Patient B (GA 39+5 weeks, BW 3,680 g, Apgar score of 0/3/6) had umbilical artery BE of −22.1; amniotic fluid was meconium stained. Sarnat grading was 1 and CFM was normal. The patient did not undergo HT. CRP levels increased on the 5th DOL, reached the peak on the 7th DOL, and normalized on 11th DOL.

Patient C (GA 38+5 weeks, BW 3,412 g, Apgar score 1/7) had umbilical artery BE of −16.3. Asphyxia was caused by severe anemia due to fetal–maternal transfusion. Sarnat grading was 2 and CFM was pathological. Hypothermia was started and the infant underwent phenobarbital and midazolam treatment following seizures. During clinical course, CRP elevated twice: at 10th DOL probably due to LOS (Staphylococcus epidermidis) and at 28th DOL without any clinical or laboratory signs of infection.
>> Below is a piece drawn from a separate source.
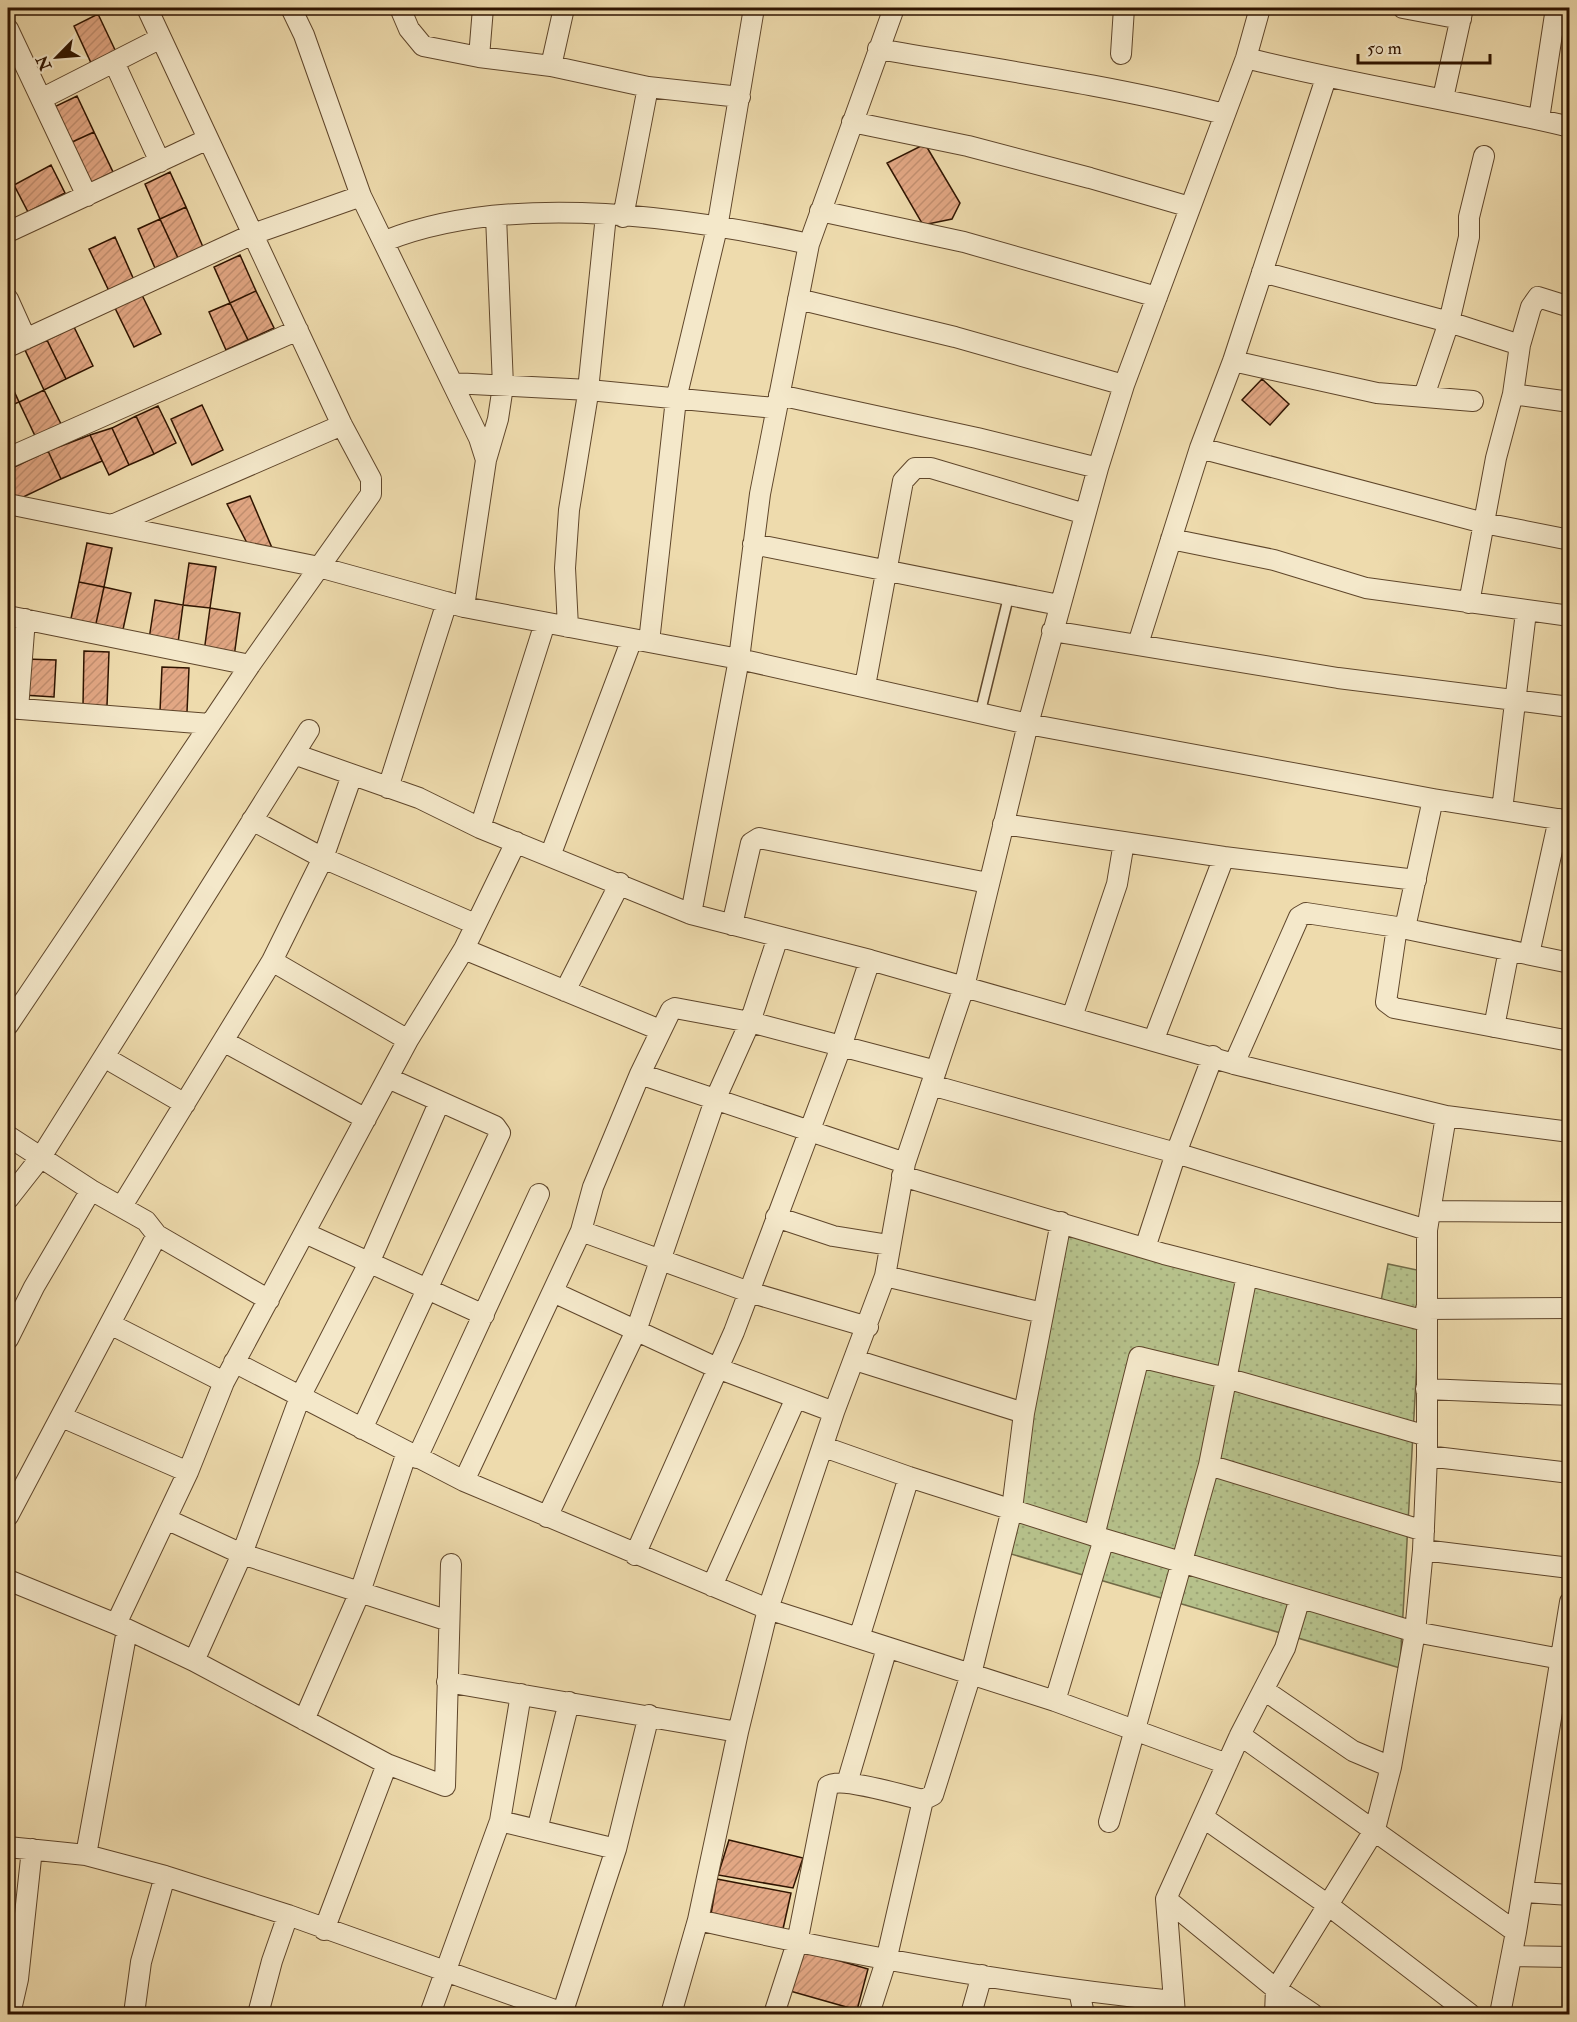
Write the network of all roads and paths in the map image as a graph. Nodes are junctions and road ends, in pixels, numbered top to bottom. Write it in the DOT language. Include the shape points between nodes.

In all patients, blood cultures were negative at birth and at the time of CRP elevation (except for the first peak in patient C). Urine and LCR cultures, as well as procalcitonin, were negative. Virological, immunological, and radiological investigations were negative too. No patients had clinical signs of infection and variation in CRP level seemed to be independent from antibiotic treatment.

Conclusion: We hypothesize that high CRP levels in some HIE patients is unrelated to infection. Differently from previous reports, we did not find a clear relationship between high CRP levels and the grade of asphyxia (Sarnat 2–3 vs. Sarnat 1),1 neither with hypothermic treatment,2 since one patient did not have HT. One patient of our series showed a transient regional disturbance of microcirculation, as previously described by Fredly et al in HIE patients with high CRP levels.3 Mechanism of CRP increase in HIE newborns is still unknown and further data are needed to investigate this relationship, to avoid unnecessary antibiotic treatments and developing of antibiotic resistant bacteria.

Zoom Image
Fig. 1 Persistent high CRP levels in nonseptic asphyxiated newborns.